## Exercise instructions
Please write out each entry below exactly as given.

Start of Data supplied

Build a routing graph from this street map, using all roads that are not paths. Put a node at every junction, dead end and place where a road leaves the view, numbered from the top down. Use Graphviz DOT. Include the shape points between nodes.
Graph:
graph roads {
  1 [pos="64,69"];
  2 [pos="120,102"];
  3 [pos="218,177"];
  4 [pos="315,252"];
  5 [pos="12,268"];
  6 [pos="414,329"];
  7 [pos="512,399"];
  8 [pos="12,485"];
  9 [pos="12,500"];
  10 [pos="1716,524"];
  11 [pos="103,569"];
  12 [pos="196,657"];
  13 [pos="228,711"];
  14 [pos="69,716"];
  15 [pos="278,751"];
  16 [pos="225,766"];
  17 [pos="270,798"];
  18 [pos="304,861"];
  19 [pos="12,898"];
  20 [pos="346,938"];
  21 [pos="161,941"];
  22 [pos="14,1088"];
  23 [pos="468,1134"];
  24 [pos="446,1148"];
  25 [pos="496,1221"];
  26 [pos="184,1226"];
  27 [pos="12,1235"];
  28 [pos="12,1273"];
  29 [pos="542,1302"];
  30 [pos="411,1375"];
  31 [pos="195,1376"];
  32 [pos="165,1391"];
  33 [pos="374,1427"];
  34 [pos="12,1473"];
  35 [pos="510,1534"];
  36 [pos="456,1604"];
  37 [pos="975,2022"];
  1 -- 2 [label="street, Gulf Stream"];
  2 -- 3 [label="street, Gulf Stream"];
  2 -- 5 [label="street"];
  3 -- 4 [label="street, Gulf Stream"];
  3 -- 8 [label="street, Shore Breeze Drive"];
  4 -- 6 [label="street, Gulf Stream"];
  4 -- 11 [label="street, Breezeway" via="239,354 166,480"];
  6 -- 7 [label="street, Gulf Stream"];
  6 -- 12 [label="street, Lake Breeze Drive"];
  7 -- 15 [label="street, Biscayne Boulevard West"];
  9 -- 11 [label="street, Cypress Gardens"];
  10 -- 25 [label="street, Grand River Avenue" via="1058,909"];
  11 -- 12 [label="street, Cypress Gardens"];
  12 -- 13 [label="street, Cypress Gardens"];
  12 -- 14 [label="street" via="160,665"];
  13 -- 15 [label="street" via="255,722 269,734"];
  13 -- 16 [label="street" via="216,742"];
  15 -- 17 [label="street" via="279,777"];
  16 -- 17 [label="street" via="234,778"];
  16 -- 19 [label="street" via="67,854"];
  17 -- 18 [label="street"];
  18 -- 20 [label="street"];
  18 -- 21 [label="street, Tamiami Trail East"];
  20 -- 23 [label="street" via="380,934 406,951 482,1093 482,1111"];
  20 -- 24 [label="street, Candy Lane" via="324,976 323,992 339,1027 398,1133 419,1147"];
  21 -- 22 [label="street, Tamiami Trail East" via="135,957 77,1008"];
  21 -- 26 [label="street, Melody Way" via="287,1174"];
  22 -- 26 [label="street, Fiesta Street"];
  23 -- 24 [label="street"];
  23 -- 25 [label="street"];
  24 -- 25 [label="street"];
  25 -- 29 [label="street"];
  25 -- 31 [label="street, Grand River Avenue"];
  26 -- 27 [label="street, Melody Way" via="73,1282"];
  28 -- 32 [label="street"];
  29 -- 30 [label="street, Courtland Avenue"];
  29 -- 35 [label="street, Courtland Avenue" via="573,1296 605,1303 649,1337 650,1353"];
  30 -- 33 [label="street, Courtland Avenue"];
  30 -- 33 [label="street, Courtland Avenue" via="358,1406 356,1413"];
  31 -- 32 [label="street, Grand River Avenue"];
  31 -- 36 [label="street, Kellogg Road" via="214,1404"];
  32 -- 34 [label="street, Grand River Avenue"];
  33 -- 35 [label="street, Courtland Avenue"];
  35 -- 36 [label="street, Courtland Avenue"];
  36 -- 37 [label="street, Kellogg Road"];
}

End of Data supplied

## Solution for this exercise
Build a routing graph from this street map, using all roads that are not paths. Put a node at every junction, dead end and place where a road leaves the view, numbered from the top down. Use Graphviz DOT. Include the shape points between nodes.
Graph:
graph roads {
  1 [pos="64,69"];
  2 [pos="120,102"];
  3 [pos="218,177"];
  4 [pos="315,252"];
  5 [pos="12,268"];
  6 [pos="414,329"];
  7 [pos="512,399"];
  8 [pos="12,485"];
  9 [pos="12,500"];
  10 [pos="1716,524"];
  11 [pos="103,569"];
  12 [pos="196,657"];
  13 [pos="228,711"];
  14 [pos="69,716"];
  15 [pos="278,751"];
  16 [pos="225,766"];
  17 [pos="270,798"];
  18 [pos="304,861"];
  19 [pos="12,898"];
  20 [pos="346,938"];
  21 [pos="161,941"];
  22 [pos="14,1088"];
  23 [pos="468,1134"];
  24 [pos="446,1148"];
  25 [pos="496,1221"];
  26 [pos="184,1226"];
  27 [pos="12,1235"];
  28 [pos="12,1273"];
  29 [pos="542,1302"];
  30 [pos="411,1375"];
  31 [pos="195,1376"];
  32 [pos="165,1391"];
  33 [pos="374,1427"];
  34 [pos="12,1473"];
  35 [pos="510,1534"];
  36 [pos="456,1604"];
  37 [pos="975,2022"];
  1 -- 2 [label="street, Gulf Stream"];
  2 -- 3 [label="street, Gulf Stream"];
  2 -- 5 [label="street"];
  3 -- 4 [label="street, Gulf Stream"];
  3 -- 8 [label="street, Shore Breeze Drive"];
  4 -- 6 [label="street, Gulf Stream"];
  4 -- 11 [label="street, Breezeway" via="239,354 166,480"];
  6 -- 7 [label="street, Gulf Stream"];
  6 -- 12 [label="street, Lake Breeze Drive"];
  7 -- 15 [label="street, Biscayne Boulevard West"];
  9 -- 11 [label="street, Cypress Gardens"];
  10 -- 25 [label="street, Grand River Avenue" via="1058,909"];
  11 -- 12 [label="street, Cypress Gardens"];
  12 -- 13 [label="street, Cypress Gardens"];
  12 -- 14 [label="street" via="160,665"];
  13 -- 15 [label="street" via="255,722 269,734"];
  13 -- 16 [label="street" via="216,742"];
  15 -- 17 [label="street" via="279,777"];
  16 -- 17 [label="street" via="234,778"];
  16 -- 19 [label="street" via="67,854"];
  17 -- 18 [label="street"];
  18 -- 20 [label="street"];
  18 -- 21 [label="street, Tamiami Trail East"];
  20 -- 23 [label="street" via="380,934 406,951 482,1093 482,1111"];
  20 -- 24 [label="street, Candy Lane" via="324,976 323,992 339,1027 398,1133 419,1147"];
  21 -- 22 [label="street, Tamiami Trail East" via="135,957 77,1008"];
  21 -- 26 [label="street, Melody Way" via="287,1174"];
  22 -- 26 [label="street, Fiesta Street"];
  23 -- 24 [label="street"];
  23 -- 25 [label="street"];
  24 -- 25 [label="street"];
  25 -- 29 [label="street"];
  25 -- 31 [label="street, Grand River Avenue"];
  26 -- 27 [label="street, Melody Way" via="73,1282"];
  28 -- 32 [label="street"];
  29 -- 30 [label="street, Courtland Avenue"];
  29 -- 35 [label="street, Courtland Avenue" via="573,1296 605,1303 649,1337 650,1353"];
  30 -- 33 [label="street, Courtland Avenue"];
  30 -- 33 [label="street, Courtland Avenue" via="358,1406 356,1413"];
  31 -- 32 [label="street, Grand River Avenue"];
  31 -- 36 [label="street, Kellogg Road" via="214,1404"];
  32 -- 34 [label="street, Grand River Avenue"];
  33 -- 35 [label="street, Courtland Avenue"];
  35 -- 36 [label="street, Courtland Avenue"];
  36 -- 37 [label="street, Kellogg Road"];
}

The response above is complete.